Open XiaoranYan opened 5 years ago
Hi Yangyang,
The external citation dataset is ready. I added one new column “cited” to flag if the paper is citing or being cited by the core dataset. You can download it from here
Please check the dataset and let me know if there is any problem.
Thanks!
Xiaoran
Hi Xiaoran,
Sorry for the late reply. As I worked on the dataset, I found there were some problems with our last data.
For the core dataset, it has 178001 records, which sums up to 30G. However, there were many duplications in the attribute "abstract", "keywords", and "refs". The abstracts were duplicated for several times in one record. Same problems were found in the extra dataset. Could you help us to figure out that?
Besides, is it possible for us to get the citing sentences of the core dataset? That could be really helpful.
Thanks!
Yangyang
Hi Yangyang,
Thank you for the feedback! We realize that the current implementation in terms of abstract and keywords are not perfect. We had a similar issue with another user earlier. The root of the problem came from the raw WoS data and we are trying to remedy it in our new CADRE system.

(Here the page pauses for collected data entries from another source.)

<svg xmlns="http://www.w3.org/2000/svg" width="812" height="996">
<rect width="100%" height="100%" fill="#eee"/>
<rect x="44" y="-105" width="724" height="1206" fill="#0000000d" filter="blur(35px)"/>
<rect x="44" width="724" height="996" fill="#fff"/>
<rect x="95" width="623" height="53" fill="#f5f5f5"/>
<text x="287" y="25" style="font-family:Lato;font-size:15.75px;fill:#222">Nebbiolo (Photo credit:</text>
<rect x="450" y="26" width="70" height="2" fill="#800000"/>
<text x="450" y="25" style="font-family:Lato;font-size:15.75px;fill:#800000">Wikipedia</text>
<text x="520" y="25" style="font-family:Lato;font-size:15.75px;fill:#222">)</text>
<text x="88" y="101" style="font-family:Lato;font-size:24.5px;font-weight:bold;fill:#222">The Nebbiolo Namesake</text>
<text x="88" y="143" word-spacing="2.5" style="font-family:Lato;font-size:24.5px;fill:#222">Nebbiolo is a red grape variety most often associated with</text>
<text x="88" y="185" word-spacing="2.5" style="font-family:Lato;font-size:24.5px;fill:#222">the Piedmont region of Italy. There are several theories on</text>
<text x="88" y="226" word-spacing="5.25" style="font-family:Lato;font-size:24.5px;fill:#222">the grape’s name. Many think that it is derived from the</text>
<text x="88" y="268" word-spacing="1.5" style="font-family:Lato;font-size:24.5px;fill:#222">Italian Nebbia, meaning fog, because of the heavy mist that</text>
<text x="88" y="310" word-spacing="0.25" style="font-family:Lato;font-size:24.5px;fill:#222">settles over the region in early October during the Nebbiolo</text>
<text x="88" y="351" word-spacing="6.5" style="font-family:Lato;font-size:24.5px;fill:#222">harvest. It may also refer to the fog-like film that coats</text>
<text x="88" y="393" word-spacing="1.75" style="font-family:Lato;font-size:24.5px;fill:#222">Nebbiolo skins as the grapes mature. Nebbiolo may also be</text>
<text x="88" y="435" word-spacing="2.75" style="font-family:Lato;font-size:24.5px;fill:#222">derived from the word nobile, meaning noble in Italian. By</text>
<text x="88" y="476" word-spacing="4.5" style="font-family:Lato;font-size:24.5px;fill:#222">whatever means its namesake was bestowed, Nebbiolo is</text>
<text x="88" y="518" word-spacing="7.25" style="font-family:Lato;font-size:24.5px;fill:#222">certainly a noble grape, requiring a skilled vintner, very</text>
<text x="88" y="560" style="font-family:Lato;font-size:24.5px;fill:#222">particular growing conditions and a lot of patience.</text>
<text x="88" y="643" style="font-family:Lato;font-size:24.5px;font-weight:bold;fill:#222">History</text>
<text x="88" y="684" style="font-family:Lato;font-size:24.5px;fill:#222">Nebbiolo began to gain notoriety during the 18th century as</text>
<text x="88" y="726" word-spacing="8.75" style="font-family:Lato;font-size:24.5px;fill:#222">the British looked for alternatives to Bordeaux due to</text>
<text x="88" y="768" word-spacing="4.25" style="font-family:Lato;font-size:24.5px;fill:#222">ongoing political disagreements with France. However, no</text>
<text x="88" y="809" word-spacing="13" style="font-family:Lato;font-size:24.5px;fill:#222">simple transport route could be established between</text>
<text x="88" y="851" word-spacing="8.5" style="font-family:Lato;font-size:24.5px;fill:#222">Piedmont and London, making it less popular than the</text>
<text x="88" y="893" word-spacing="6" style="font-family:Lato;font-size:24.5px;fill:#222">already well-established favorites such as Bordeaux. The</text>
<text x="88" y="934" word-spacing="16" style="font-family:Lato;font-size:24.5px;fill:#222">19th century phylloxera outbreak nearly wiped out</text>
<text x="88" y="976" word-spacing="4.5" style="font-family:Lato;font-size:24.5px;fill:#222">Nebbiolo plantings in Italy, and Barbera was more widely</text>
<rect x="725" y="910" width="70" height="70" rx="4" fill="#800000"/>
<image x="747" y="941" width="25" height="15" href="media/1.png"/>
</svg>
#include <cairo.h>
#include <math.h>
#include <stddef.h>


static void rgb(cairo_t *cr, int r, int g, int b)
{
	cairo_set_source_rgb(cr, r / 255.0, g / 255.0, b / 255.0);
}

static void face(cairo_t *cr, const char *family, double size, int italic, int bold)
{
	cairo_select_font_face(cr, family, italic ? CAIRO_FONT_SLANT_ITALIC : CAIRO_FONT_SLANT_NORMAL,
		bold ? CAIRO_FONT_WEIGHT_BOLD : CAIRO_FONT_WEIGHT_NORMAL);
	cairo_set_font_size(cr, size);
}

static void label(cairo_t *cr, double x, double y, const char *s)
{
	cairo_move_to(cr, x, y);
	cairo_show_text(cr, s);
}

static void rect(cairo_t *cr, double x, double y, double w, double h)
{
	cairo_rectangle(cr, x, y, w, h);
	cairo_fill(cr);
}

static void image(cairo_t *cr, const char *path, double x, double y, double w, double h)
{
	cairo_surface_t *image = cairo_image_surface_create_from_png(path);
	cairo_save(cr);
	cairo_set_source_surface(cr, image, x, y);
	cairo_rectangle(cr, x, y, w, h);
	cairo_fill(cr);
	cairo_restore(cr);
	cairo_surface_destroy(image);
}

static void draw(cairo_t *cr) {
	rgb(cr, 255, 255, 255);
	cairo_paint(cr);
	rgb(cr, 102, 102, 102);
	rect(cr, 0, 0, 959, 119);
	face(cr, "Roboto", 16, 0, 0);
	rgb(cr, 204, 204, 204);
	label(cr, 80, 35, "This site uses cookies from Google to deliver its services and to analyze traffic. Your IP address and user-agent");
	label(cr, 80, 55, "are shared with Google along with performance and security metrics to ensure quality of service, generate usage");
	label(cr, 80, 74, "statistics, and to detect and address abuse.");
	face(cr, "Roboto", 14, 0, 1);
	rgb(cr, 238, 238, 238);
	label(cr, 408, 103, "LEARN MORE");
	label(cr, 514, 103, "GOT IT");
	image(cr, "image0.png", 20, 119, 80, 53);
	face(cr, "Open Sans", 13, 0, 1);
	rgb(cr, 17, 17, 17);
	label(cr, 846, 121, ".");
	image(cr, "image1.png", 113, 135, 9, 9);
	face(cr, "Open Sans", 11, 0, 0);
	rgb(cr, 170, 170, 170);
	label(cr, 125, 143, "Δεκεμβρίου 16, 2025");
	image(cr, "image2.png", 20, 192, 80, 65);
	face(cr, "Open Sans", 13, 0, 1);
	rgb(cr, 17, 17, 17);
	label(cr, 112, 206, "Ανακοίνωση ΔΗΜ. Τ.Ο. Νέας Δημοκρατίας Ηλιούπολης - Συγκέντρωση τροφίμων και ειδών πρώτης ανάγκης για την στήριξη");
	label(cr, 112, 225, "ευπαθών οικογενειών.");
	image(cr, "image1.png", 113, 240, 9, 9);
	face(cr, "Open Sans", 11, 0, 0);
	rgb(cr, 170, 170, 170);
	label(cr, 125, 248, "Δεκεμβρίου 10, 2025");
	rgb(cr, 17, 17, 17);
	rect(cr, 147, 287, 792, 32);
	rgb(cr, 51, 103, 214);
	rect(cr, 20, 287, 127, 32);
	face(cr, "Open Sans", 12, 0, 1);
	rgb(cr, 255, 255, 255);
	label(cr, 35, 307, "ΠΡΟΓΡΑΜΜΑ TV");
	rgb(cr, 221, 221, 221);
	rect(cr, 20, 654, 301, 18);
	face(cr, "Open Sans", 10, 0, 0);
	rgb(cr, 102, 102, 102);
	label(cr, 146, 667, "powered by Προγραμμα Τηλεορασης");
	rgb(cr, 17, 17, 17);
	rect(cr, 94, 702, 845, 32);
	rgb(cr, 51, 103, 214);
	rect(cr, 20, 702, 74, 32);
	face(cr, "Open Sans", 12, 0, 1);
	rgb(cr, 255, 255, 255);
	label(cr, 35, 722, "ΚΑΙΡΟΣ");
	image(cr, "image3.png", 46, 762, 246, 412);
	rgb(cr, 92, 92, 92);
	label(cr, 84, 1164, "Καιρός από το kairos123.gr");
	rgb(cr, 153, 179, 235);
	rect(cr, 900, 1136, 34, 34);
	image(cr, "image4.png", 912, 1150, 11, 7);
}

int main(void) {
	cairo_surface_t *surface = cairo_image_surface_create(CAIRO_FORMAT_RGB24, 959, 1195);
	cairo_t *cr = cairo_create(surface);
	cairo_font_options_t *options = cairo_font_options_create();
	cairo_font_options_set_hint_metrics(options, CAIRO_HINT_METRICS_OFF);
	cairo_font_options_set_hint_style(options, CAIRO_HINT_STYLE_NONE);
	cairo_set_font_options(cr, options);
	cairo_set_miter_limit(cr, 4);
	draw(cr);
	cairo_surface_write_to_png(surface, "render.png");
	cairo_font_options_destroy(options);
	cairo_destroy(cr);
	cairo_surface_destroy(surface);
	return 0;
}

To help us debug, can you specify the particular records that have duplicates in your data? Please give us the WoSid and describe in details what columns are duplicated.
Thanks! Xiaoran
Hi Xiaoran,
I randomly examined some records in the dataset, they have the same duplicated problem.
For the core dataset, the duplicated attributes are "abstract", "keywords", and "refs". They data is duplicated if it is not NULL. Here is an example where we can see the duplicates: (WOS:000257343900020)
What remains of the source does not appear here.